Finally (for now), Catherine DeLazzero also found this conversation to be “really very interesting!”
For me, it’s the dichotomies that cause the trouble. I think it helps to define the terms *old* and *new*. Familiar territory: Is old and new dependent on form or genre? (All texts, if complex, require critical thinking, reading, and writing skills, either to interpret or create. That goes for the five-paragraph essay and the music video. So as a teacher I haven’t made distinctions between street novels and canonical texts - both are equally complex. This is not a new idea; Shakespeare wasn’t considered high art in his time, was he?) Does academic writing fall into the traditional camp and is authentic, real writing a progressive, novel idea? Are these dichotomies helpful? What Fisher seems to question is the outta and the gotta in our teaching, and he seems to think that using new forms - blogs and art and student publication - are the old methods in new clothing if our hearts are still attached to the red pen. And many of our hearts are still attached to the red pen, if we think it’s what we outta and gotta do.
I think we outta do more than just index student motivation and passion. I do consider the outcome- what I want students to be able to do. But I want them to be able to do it on their own, and this requires that they own the learning process. For me the red pen is a symbol of the old and it takes self-discipline to silence it in myself. The red pen works from a deficit model, that students are already wrong, and we need to make corrections visible (red!) to them because they can’t make distinctions *on their own*. The form isn’t what makes something old or new. Academic writing –clear, organized, formal– is beautiful to me and beautiful to the students as well if they feel a sense of autonomy and ownership in creating and assessing it. (I tell students that their participation in academic writing will make it new, that a language must evolve in order to survive.) And all the methods for motivating students mentioned so far — making an impact on the world, expressing identity and creativity, exploring the arts — light a match in students’ heads precisely because of student ownership and autonomy.
Skills acquisition matters to me, but I don’t think the product evidences new skills if the means is the red pen, if students don’t set the priority and contribute to assessment. If we own those processes, what are they learning? The days I remember this I and my students have a better chance at being made new. Lately teaching what is essentially a Regents Prep class is really jamming me up; the days the Regents rubric (not created by the students or me) is on my tongue, I feel my practices are old, outdated, and ineffective, too.

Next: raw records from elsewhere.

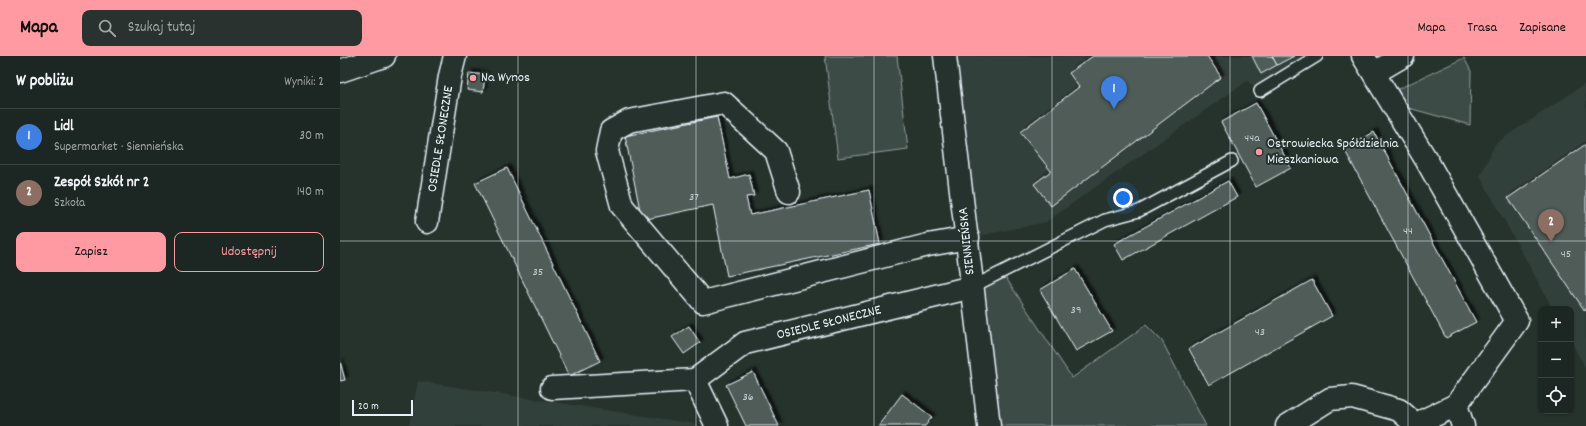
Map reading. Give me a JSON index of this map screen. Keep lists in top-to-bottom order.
{
  "streets": {
    "street": ["OSIEDLE SŁONECZNE", "SIENNIEŃSKA"]
  },
  "crossings": [
    ["OSIEDLE SŁONECZNE", "SIENNIEŃSKA"]
  ],
  "places": ["Na Wynos", "Ostrowiecka Spółdzielnia Mieszkaniowa"],
  "house_numbers": [
    "44a",
    "37",
    "44",
    "45",
    "35",
    "39",
    "43",
    "36"
  ],
  "scale_bar": "20 m",
  "page": {
    "header": "Mapa",
    "search": "Szukaj tutaj",
    "nav": ["Mapa", "Trasa", "Zapisane"],
    "heading": ["W pobliżu", "Wyniki: 2"],
    "pins": ["1", "2"],
    "list": [
      {
        "mark": "1",
        "name": "Lidl",
        "note": "Supermarket · Siennieńska",
        "value": "30 m"
      },
      {
        "mark": "2",
        "name": "Zespół Szkół nr 2",
        "note": "Szkoła",
        "value": "140 m"
      }
    ],
    "buttons": ["Zapisz", "Udostępnij"],
    "map_buttons": ["+", "−"],
    "scale": "20 m"
  }
}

So, that’s what we talk about when we talk about passionate learning! It would pobably be a mistake to try to summarize all of the themes here. The next place we plan to sponsor this dialogue is on TeachersTeachingTeachers on Wednesday at 9:00 p.m. Eastern. We’ve invited Clerance Fisher to join us (and he plans to) as well as Troy Hicks and Joe Bellacero. With our regulars, we plan to discuss how blogging might represent “passion-based learning,” what this might mean, and how we go about sponsoring it in our classrooms.

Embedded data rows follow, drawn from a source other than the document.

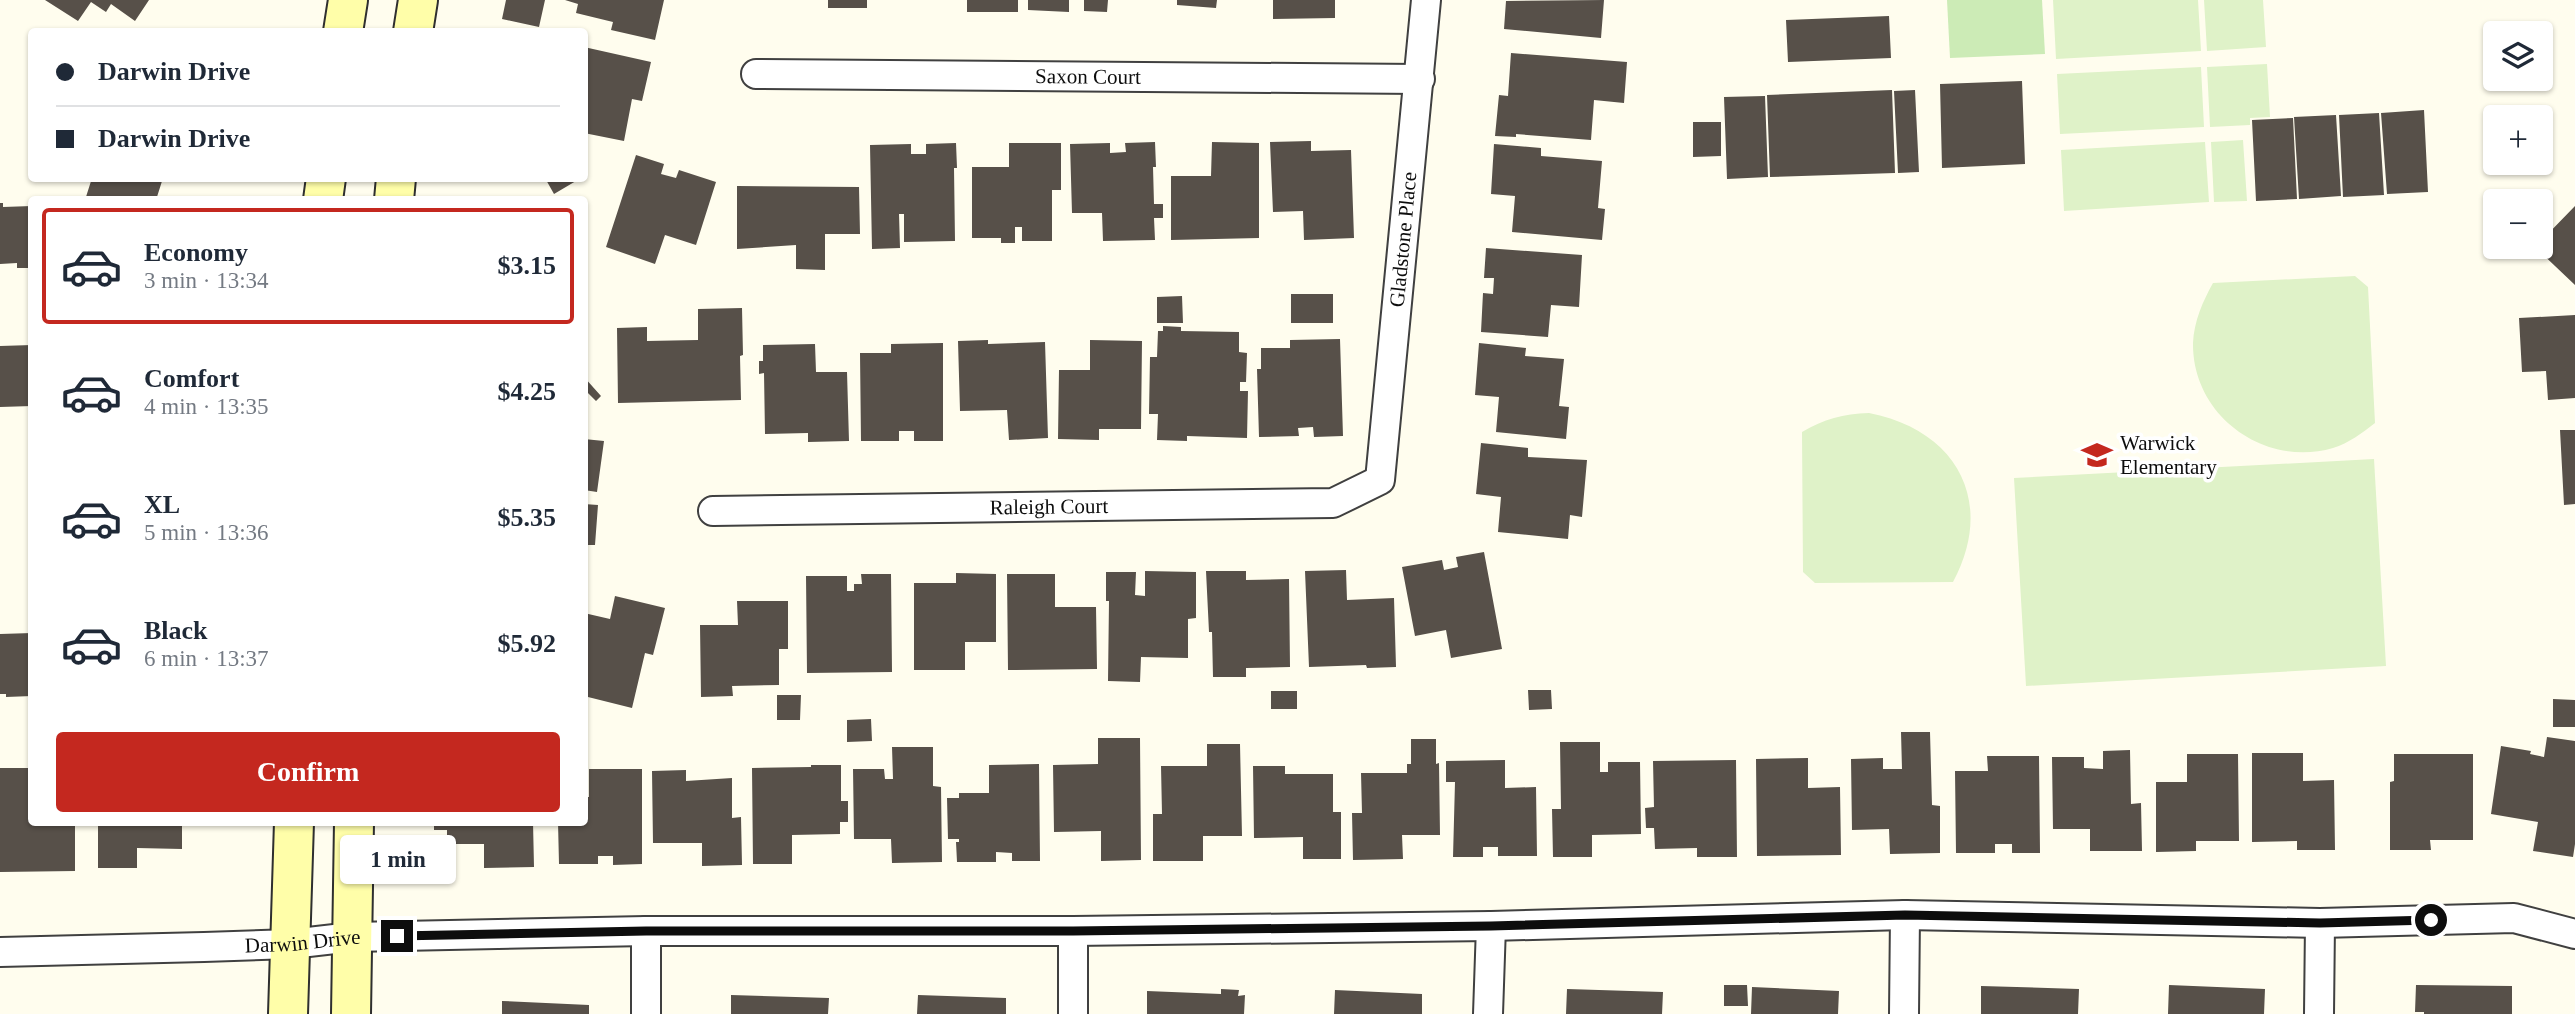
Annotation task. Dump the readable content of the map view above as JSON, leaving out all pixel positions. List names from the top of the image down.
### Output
{
  "streets": {
    "street": [
      "Saxon Court",
      "Gladstone Place",
      "Raleigh Court",
      "Darwin Drive"
    ]
  },
  "crossings": [
    ["Saxon Court", "Gladstone Place"],
    ["Gladstone Place", "Raleigh Court"]
  ],
  "places": {
    "school or university": ["Warwick Elementary"]
  },
  "page": {
    "map_buttons": ["+", "−"],
    "banner": ["Darwin Drive", "Darwin Drive"],
    "list": [
      {
        "name": "Economy",
        "note": "3 min · 13:34",
        "value": "$3.15"
      },
      {
        "name": "Comfort",
        "note": "4 min · 13:35",
        "value": "$4.25"
      },
      {
        "name": "XL",
        "note": "5 min · 13:36",
        "value": "$5.35"
      },
      {
        "name": "Black",
        "note": "6 min · 13:37",
        "value": "$5.92"
      }
    ],
    "buttons": "Confirm",
    "bubble": "1 min"
  }
}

From “north of North Dakota” (Snow Lake, Manitoba) Clarence Fisher joined us for a conversation in which he insipired us to think “about all the connections that are possible” because of blogging. The 7th and 8th graders in Clarence’s class use Bloglines to create Personal Learning Networks. The students subscribe to blogs from around the globe — some required (e.g. from Global Voices ), some selected as part of personal explorations.
At about the 20 minute point Troy Hicks, from the Red Cedar Writing Project in Michigan, asked, “Why is it so difficult for many of us to change?” Troy asked us to think about some the “fundamental issues that are keeping us from” the kinds of changes that Clarence’s work embodies.
Later, Eric Hoefler, from the Northern Virginia Writing Project, came online to tell a story about being behind a “walled garden” in his high school. He is beginning to use an elgg to open up to the world.
On this podcast, Lee Baber adds her thoughts, Paul Allison has a story about blogging from students working in YouthVoices.net, and Clarence shares a moving story from one of his student’s blogs.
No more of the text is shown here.